In Partie Drei bekam man es mit dem Spitzenreiter der KOL aus Bodelwitz zu tun. Durch die defensive Aufstellung und eine sehr gute und konzentrierte Leistung tat sich Bodelwitz sehr schwer. Der Turnierfavorit kam kaum zu klaren Chancen und musste am Anfang aufpassen nicht selber von 77 düpiert zu werden. Doch die einzige Unachtsamkeit im Spiel nutzte der Favorit eiskalt zur Führung und dem damit verbundenen 1:0-Sieg.

Im Spiel danach galt es gegen Oppurg, die dritte Mannschaft aus der KOL, zu bestehen. Gegen die körperlich sehr präsenten Oppurger war es von Anfang ein enges und hartumkämpftes (aber faires) Spiel, das mit 0:0 endete.

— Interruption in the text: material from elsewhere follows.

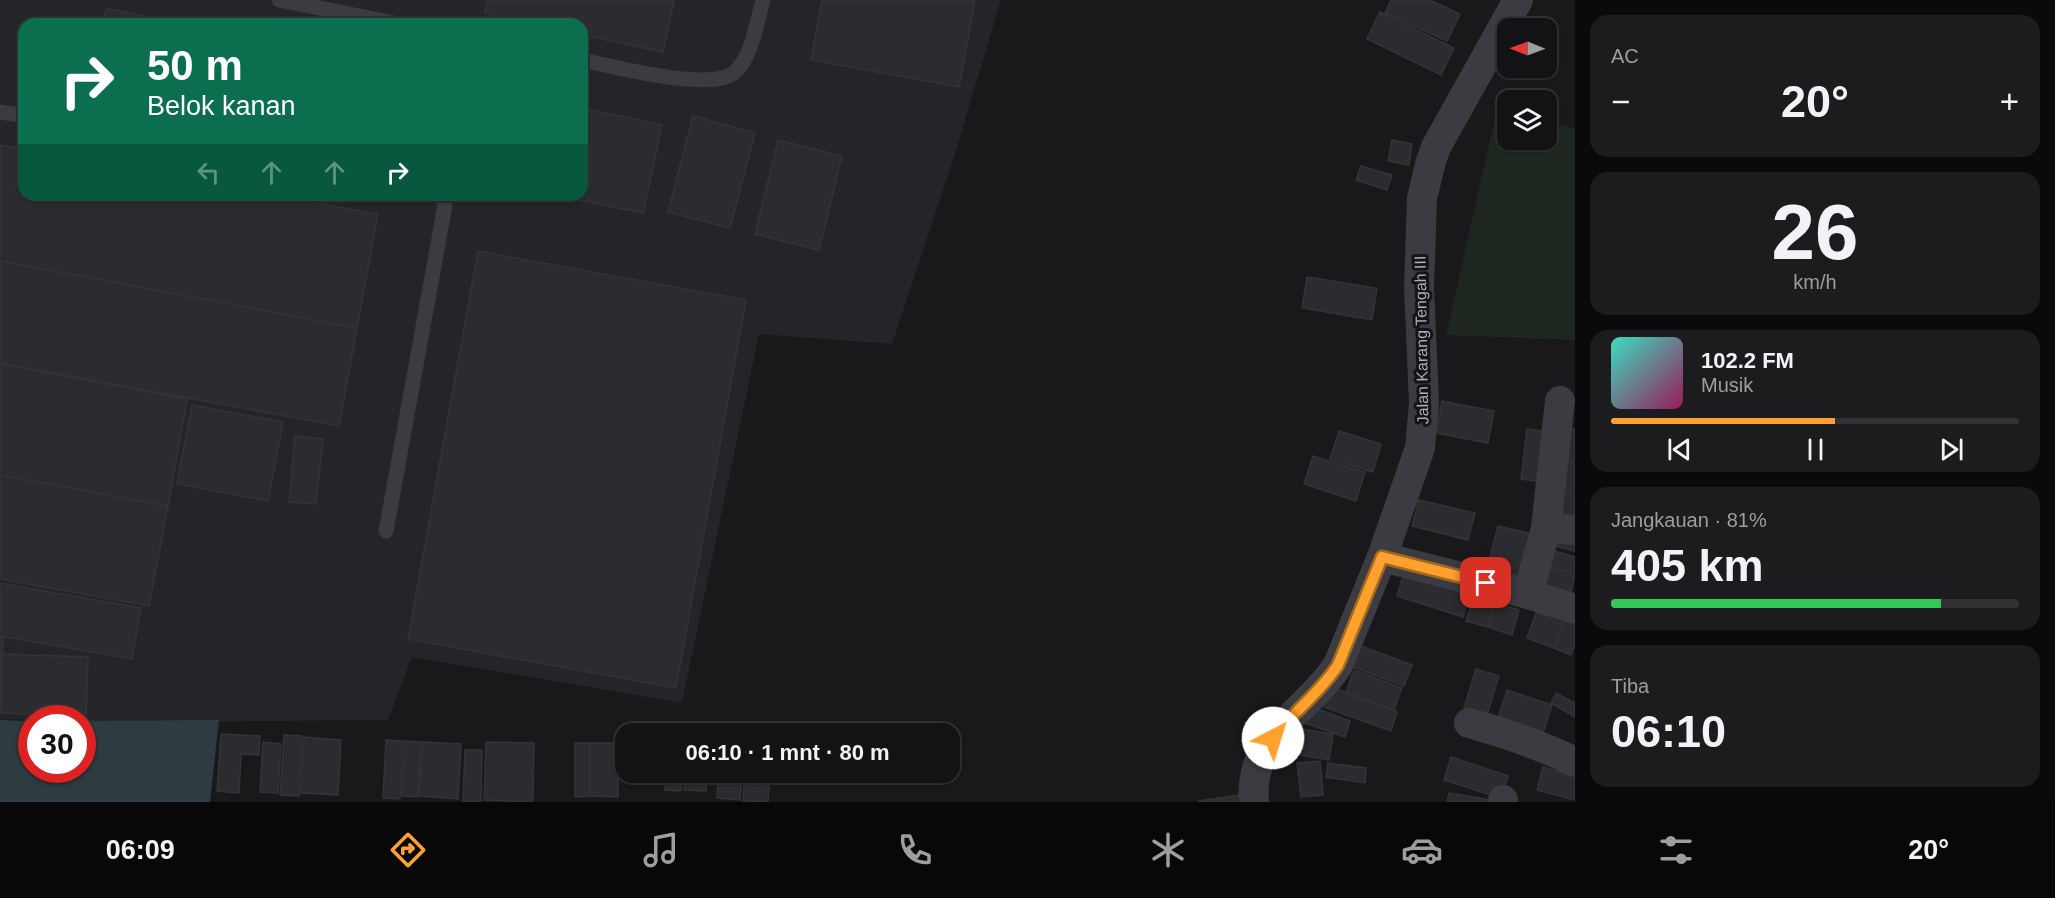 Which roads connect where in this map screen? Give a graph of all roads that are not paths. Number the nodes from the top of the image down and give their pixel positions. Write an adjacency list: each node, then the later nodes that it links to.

Der letzte Gegner des Tages war mit Thüringen III, der Tabellenführer der eigenen Liga. Ob es am verkorksten Spielplan und der damit verbundenen Doppelbelastung lag oder an etwas anderem, kann man nicht sagen. Aber die Mannschaft zeigte die schlechteste Turnierleistung und fiel regelrecht auseinander. So musste man durch eine herbe 1:5-Pleite (Néven erzielte das Tor) bis zur vorletzten Partie des  gesamten Turniers noch um das Weiterkommen zittern.

Am Ende entschied aber die um ein Tor bessere Tordifferenz zu Gunsten unserer Jungs, die sich somit hinter Bodelwitz, Thüringen III (auf die man in Stadtroda wieder trifft) und Oppurg als Vierter für die Zwischenrunde qualifizierten. 

Für Lobeda spielten Max Schöttler, Luis, Etienne, Mahdi, Marvin, Néven und Albijon.